WORK TASK ▸
Please copy all of the records exactly, leaving nothing out.

::: EXERCISE MATERIALS :::

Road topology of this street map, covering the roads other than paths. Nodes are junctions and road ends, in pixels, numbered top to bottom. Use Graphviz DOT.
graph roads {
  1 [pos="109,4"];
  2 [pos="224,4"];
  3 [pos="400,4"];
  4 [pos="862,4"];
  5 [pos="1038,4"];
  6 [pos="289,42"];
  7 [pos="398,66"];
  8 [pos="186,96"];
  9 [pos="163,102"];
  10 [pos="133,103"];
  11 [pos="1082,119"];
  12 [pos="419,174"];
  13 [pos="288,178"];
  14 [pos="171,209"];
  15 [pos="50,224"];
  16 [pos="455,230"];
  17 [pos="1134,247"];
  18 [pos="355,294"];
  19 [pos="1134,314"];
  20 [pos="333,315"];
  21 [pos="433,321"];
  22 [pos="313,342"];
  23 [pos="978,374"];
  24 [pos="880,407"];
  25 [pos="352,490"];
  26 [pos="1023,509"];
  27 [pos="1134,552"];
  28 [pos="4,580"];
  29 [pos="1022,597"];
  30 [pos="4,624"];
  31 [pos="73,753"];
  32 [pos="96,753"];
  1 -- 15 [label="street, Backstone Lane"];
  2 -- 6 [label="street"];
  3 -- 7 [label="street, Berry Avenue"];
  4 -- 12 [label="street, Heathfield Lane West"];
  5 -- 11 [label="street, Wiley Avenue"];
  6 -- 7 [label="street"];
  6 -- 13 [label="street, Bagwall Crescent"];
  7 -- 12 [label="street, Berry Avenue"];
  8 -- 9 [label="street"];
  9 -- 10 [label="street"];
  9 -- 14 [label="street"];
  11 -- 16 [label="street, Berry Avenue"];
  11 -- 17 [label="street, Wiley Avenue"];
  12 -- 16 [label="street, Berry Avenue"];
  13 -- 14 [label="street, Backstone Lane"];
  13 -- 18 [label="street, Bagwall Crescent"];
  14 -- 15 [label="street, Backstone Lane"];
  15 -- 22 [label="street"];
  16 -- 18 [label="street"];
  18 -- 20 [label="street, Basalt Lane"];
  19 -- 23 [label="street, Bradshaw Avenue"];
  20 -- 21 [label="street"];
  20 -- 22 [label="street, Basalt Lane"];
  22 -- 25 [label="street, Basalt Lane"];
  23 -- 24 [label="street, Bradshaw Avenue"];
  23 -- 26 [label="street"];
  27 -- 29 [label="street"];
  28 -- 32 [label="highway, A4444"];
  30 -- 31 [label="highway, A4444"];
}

:::

COMPLETED TASK ▸
Road topology of this street map, covering the roads other than paths. Nodes are junctions and road ends, in pixels, numbered top to bottom. Use Graphviz DOT.
graph roads {
  1 [pos="109,4"];
  2 [pos="224,4"];
  3 [pos="400,4"];
  4 [pos="862,4"];
  5 [pos="1038,4"];
  6 [pos="289,42"];
  7 [pos="398,66"];
  8 [pos="186,96"];
  9 [pos="163,102"];
  10 [pos="133,103"];
  11 [pos="1082,119"];
  12 [pos="419,174"];
  13 [pos="288,178"];
  14 [pos="171,209"];
  15 [pos="50,224"];
  16 [pos="455,230"];
  17 [pos="1134,247"];
  18 [pos="355,294"];
  19 [pos="1134,314"];
  20 [pos="333,315"];
  21 [pos="433,321"];
  22 [pos="313,342"];
  23 [pos="978,374"];
  24 [pos="880,407"];
  25 [pos="352,490"];
  26 [pos="1023,509"];
  27 [pos="1134,552"];
  28 [pos="4,580"];
  29 [pos="1022,597"];
  30 [pos="4,624"];
  31 [pos="73,753"];
  32 [pos="96,753"];
  1 -- 15 [label="street, Backstone Lane"];
  2 -- 6 [label="street"];
  3 -- 7 [label="street, Berry Avenue"];
  4 -- 12 [label="street, Heathfield Lane West"];
  5 -- 11 [label="street, Wiley Avenue"];
  6 -- 7 [label="street"];
  6 -- 13 [label="street, Bagwall Crescent"];
  7 -- 12 [label="street, Berry Avenue"];
  8 -- 9 [label="street"];
  9 -- 10 [label="street"];
  9 -- 14 [label="street"];
  11 -- 16 [label="street, Berry Avenue"];
  11 -- 17 [label="street, Wiley Avenue"];
  12 -- 16 [label="street, Berry Avenue"];
  13 -- 14 [label="street, Backstone Lane"];
  13 -- 18 [label="street, Bagwall Crescent"];
  14 -- 15 [label="street, Backstone Lane"];
  15 -- 22 [label="street"];
  16 -- 18 [label="street"];
  18 -- 20 [label="street, Basalt Lane"];
  19 -- 23 [label="street, Bradshaw Avenue"];
  20 -- 21 [label="street"];
  20 -- 22 [label="street, Basalt Lane"];
  22 -- 25 [label="street, Basalt Lane"];
  23 -- 24 [label="street, Bradshaw Avenue"];
  23 -- 26 [label="street"];
  27 -- 29 [label="street"];
  28 -- 32 [label="highway, A4444"];
  30 -- 31 [label="highway, A4444"];
}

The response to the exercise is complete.